American record producer

Ray Baker is a Nashville record producer. His first hit record produced was I Just Started Hatin' Cheating Songs Today by Moe Bandy in 1974. He also produced It Was Always so Easy to Find an Unhappy Woman and It's a Cheatin' Situation, both by Moe Bandy. He also produced all of Connie Smith's albums under Columbia and Monument Records, starting with That's the Way Love Goes in 1974.

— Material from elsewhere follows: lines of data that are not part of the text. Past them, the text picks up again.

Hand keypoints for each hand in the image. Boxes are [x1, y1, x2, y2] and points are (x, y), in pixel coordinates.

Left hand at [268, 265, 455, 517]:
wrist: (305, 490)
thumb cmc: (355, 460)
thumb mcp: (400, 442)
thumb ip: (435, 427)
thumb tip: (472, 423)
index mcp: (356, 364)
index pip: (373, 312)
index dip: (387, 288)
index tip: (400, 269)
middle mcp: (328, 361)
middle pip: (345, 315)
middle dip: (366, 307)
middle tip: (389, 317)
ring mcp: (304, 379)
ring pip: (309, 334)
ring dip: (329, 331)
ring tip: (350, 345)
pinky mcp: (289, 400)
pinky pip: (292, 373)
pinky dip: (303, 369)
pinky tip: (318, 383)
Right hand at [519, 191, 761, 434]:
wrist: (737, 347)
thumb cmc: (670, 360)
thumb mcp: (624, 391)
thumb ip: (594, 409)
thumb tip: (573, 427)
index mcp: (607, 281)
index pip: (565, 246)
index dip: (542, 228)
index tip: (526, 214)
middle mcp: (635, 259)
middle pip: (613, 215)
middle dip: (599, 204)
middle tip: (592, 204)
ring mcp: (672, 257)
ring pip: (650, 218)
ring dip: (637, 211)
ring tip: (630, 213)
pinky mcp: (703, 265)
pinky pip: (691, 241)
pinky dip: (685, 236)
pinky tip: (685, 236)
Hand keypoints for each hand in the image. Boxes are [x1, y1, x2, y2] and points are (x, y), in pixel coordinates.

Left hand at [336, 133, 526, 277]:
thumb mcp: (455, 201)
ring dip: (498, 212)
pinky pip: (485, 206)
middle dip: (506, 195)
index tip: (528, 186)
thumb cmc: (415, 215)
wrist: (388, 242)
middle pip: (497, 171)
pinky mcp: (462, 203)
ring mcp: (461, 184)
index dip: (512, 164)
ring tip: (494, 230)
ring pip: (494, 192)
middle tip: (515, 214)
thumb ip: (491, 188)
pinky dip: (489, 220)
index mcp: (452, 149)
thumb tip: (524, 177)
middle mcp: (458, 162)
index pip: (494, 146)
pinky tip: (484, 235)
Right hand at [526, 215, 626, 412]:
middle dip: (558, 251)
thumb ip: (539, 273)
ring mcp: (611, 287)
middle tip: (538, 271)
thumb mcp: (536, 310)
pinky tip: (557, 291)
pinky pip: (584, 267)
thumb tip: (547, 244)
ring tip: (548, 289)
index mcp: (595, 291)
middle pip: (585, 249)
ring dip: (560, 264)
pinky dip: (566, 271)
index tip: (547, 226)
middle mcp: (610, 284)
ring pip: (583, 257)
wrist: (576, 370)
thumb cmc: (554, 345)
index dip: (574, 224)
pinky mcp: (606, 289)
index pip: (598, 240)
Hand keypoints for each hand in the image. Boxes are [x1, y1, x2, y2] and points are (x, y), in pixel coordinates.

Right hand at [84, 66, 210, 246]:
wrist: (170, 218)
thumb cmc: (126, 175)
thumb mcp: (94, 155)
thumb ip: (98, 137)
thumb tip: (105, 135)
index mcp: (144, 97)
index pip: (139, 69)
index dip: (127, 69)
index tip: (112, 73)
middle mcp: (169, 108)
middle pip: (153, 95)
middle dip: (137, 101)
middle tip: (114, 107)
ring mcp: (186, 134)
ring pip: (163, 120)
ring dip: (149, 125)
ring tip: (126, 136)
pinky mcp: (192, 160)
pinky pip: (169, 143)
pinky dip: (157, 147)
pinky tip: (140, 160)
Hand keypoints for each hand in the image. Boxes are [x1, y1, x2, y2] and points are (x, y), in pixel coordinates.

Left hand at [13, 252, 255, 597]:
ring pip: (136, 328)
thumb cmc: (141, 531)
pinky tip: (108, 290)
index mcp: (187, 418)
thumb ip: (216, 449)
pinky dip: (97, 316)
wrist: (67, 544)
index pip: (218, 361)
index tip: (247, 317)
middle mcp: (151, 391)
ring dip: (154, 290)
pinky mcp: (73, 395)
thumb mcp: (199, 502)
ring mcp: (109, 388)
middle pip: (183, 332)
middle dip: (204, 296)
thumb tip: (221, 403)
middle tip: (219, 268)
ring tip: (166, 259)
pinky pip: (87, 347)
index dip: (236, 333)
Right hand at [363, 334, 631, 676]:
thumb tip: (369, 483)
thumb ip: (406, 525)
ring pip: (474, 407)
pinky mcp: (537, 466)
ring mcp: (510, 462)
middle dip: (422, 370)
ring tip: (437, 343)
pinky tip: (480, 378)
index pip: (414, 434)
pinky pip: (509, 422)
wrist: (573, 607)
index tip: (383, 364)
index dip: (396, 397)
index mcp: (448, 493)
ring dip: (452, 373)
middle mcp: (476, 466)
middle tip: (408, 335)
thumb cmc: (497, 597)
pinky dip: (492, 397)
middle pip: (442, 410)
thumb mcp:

Baker also produced duets by Moe Bandy and Joe Stampley. "Good Ole Boys" was a million-selling duet in 1979. In 1983 he produced Right or Wrong by George Strait, his first gold album; singles from that album included the title track, "You Look So Good in Love" and "Let's Fall to Pieces Together."

In 1984, he produced several hit records by Merle Haggard, including Grammy Award-winning That's the Way Love Goes. Ray Baker also produced "Natural High", "Let's Chase Each Other 'Round the Room", "What am I Gonna Do with the Rest of My Life", and "You Take Me for Granted", all number one records for Haggard. In addition, he produced several top ten records for Connie Smith for Columbia Records and Monument Records

Prior to his producing career, Ray was a very successful music publisher. His catalogue contained such hits as "Elvira" "There Goes My Everything" "The Son of Hickory Holler's Tramp","If My Heart Had Windows" "That's The Way Love Goes", "Johnny One Time" and over 35 other Number One Country and Pop Songs from 1966 to the 1990s. His various accomplishments are included in Michael Kosser's best-selling biography How Music City Became Music City USA.